Stored data:
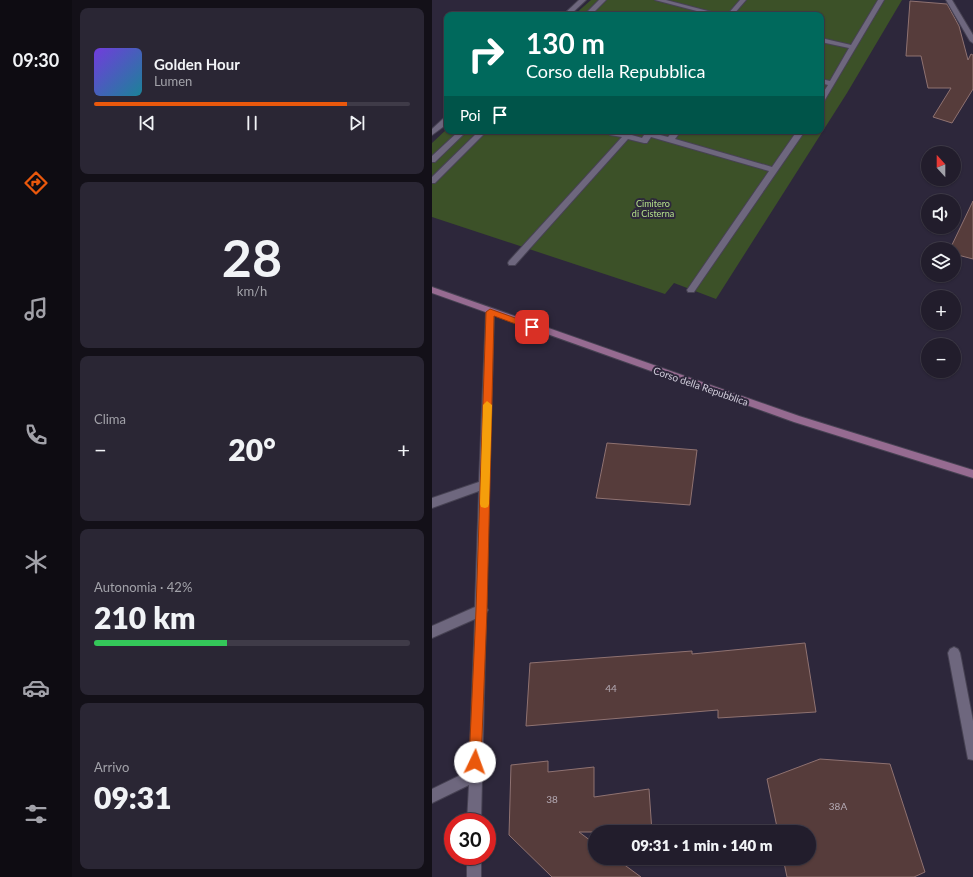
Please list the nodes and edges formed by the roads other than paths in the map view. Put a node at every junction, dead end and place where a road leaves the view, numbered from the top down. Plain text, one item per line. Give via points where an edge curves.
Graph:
1 (582, 0) edge
2 (603, 0) edge
3 (658, 0) edge
4 (743, 0) edge
5 (881, 0) edge
6 (949, 0) edge
7 (569, 12) edge
8 (590, 12) edge
9 (708, 12) edge
10 (733, 12) edge
11 (824, 41) edge
12 (973, 41) edge
13 (853, 48) junction
14 (824, 83) edge
15 (832, 84) junction
16 (824, 97) edge
17 (444, 123) edge
18 (432, 133) edge
19 (460, 134) edge
20 (480, 134) edge
21 (618, 134) edge
22 (675, 134) edge
23 (799, 134) edge
24 (627, 136) junction
25 (670, 140) junction
26 (432, 160) edge
27 (774, 170) junction
28 (432, 181) edge
29 (512, 263) dead end
30 (432, 290) edge
31 (691, 290) dead end
32 (490, 312) junction
33 (973, 474) edge
34 (485, 484) junction
35 (432, 503) edge
36 (482, 610) junction
37 (432, 632) edge
38 (954, 653) dead end
39 (973, 754) edge
40 (474, 775) junction
41 (432, 796) edge
42 (474, 813) edge
43 (474, 865) edge
44 (474, 877) edge

1 - 7 street
2 - 8 street
3 - 9 street
4 - 10 street
5 - 13 street
6 - 12 street
11 - 13 street
13 - 15 street
14 - 15 street
15 - 16 street
17 - 18 street
19 - 26 street
20 - 28 street
21 - 24 street
22 - 25 street
23 - 27 street
24 - 25 street via 644,141 649,134
24 - 29 street
25 - 27 street
27 - 31 street
30 - 32 street, Corso della Repubblica
32 - 33 street, Corso della Repubblica via 810,424
32 - 34 street
34 - 35 street
34 - 36 street
36 - 37 street
36 - 40 street
38 - 39 street
40 - 41 street
40 - 42 street
43 - 44 street

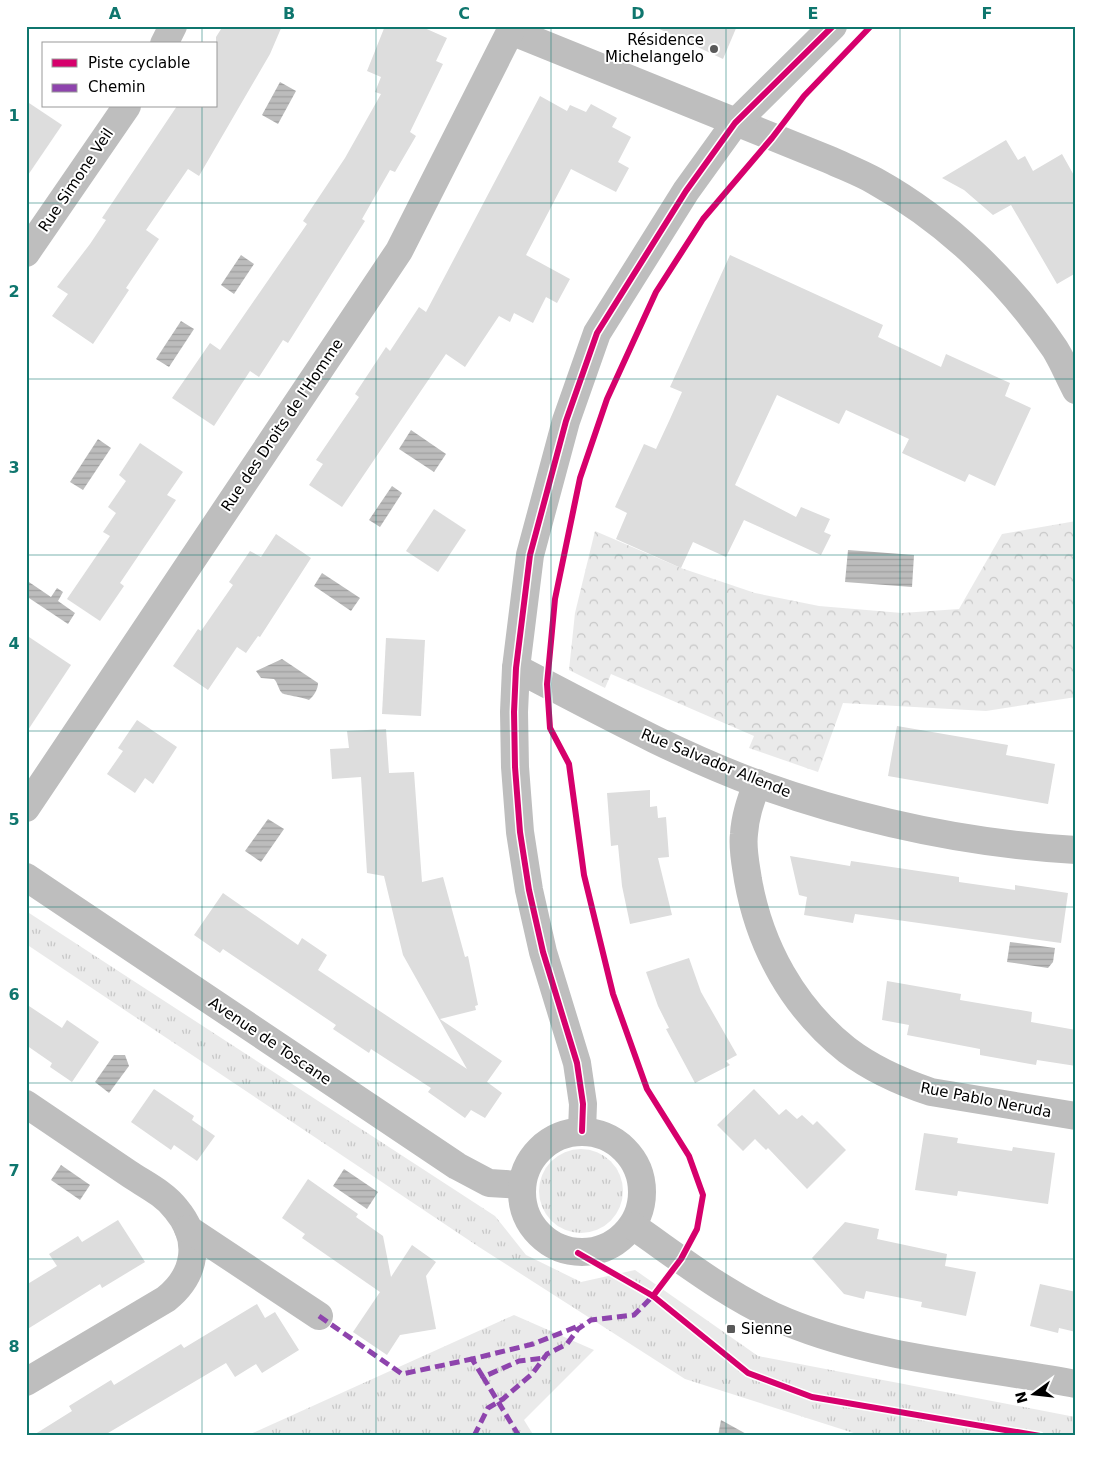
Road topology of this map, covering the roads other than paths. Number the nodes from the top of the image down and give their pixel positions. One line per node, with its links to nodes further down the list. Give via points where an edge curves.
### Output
1 (173, 26): 4 (street)
2 (833, 26): 6 (street)
3 (512, 28): 6 (street); 11 (street, Rue des Droits de l'Homme, via 398,251)
4 (165, 42)
5 (125, 108): 7 (street, Rue Simone Veil)
6 (735, 123): 8 (street, via 875,180 921,210 970,249 1015,296 1056,351); 9 (street, via 686,191 597,333 566,421 530,555)
7 (26, 253)
8 (1076, 390)
9 (516, 668): 10 (street, Rue Salvador Allende, via 630,728); 16 (street, via 515,766 520,832 529,890 544,952 577,1063 583,1104)
10 (757, 783): 12 (street, Rue Salvador Allende, via 836,809 943,834); 15 (street, Rue Pablo Neruda, via 747,809 743,836 753,904 763,937 778,968 822,1028 880,1071 913,1086 931,1092)
11 (26, 808)
12 (1076, 850)
13 (26, 877): 17 (street, Avenue de Toscane, via 457,1166 489,1183)
14 (26, 1104): 19 (street, via 167,1199)
15 (1076, 1116)
16 (582, 1131): 17 (street, via 551,1140 535,1153); 18 (street, via 612,1139 636,1165 642,1186 641,1207)
17 (521, 1185): 18 (street, via 523,1206 531,1226 557,1248 578,1253 599,1251 618,1242)
18 (633, 1226): 22 (street, via 741,1299 787,1322 872,1348)
19 (188, 1229): 20 (street); 21 (street, via 193,1254 191,1267 179,1289)
20 (319, 1316)
21 (26, 1382)
22 (1076, 1384)

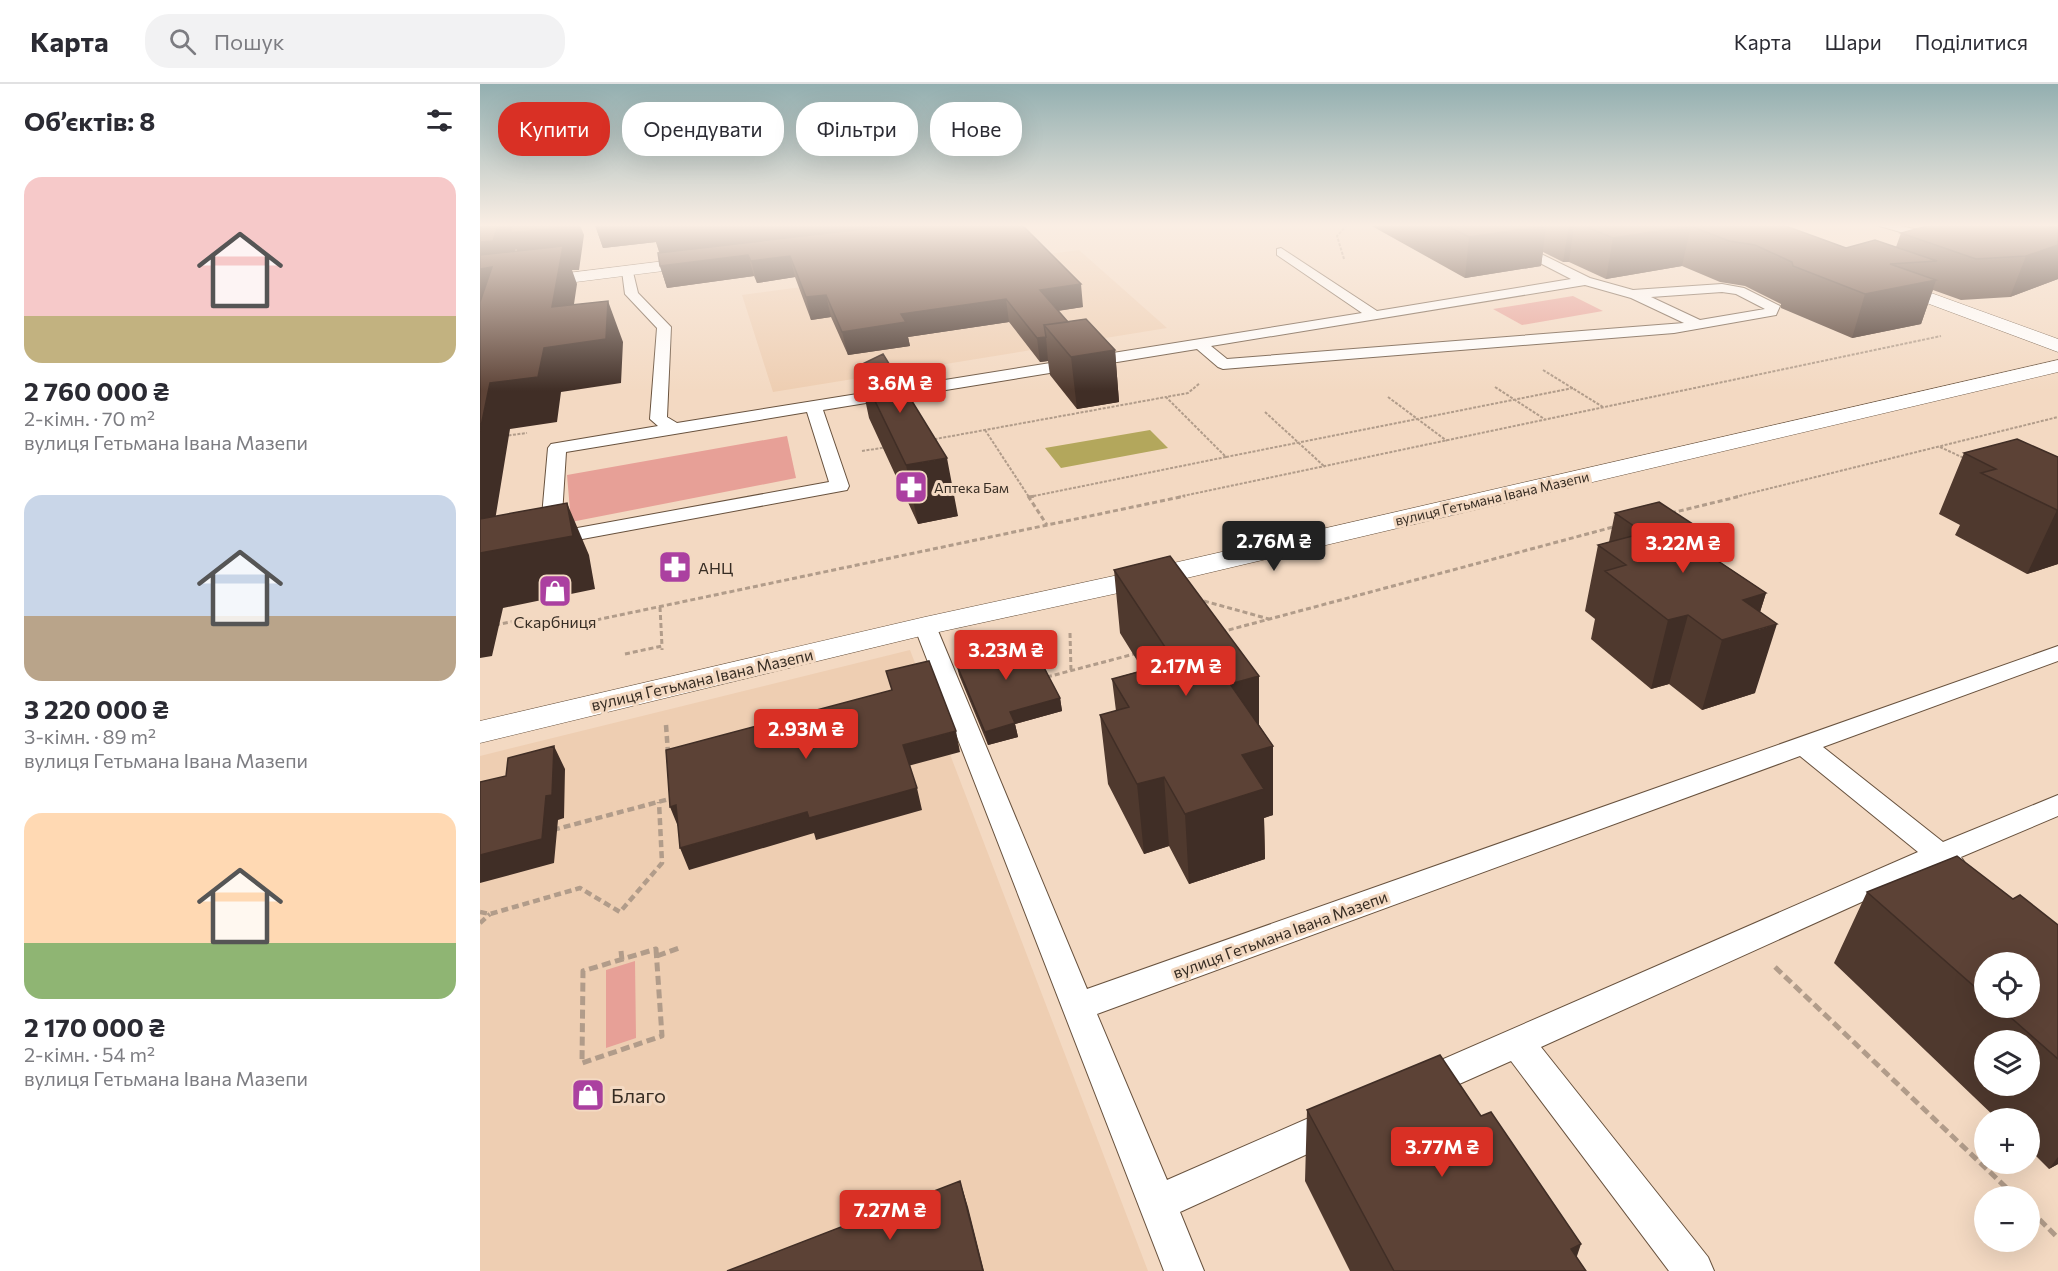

## Task brief
Check each line in the records above for the word "than". Return those that have it.

## Response
Please list the nodes and edges formed by the roads other than paths in the map view. Put a node at every junction, dead end and place where a road leaves the view, numbered from the top down. Plain text, one item per line. Give via points where an edge curves.
Road topology of this map, covering the roads other than paths. Number the nodes from the top of the image down and give their pixel positions. One line per node, with its links to nodes further down the list. Give via points where an edge curves.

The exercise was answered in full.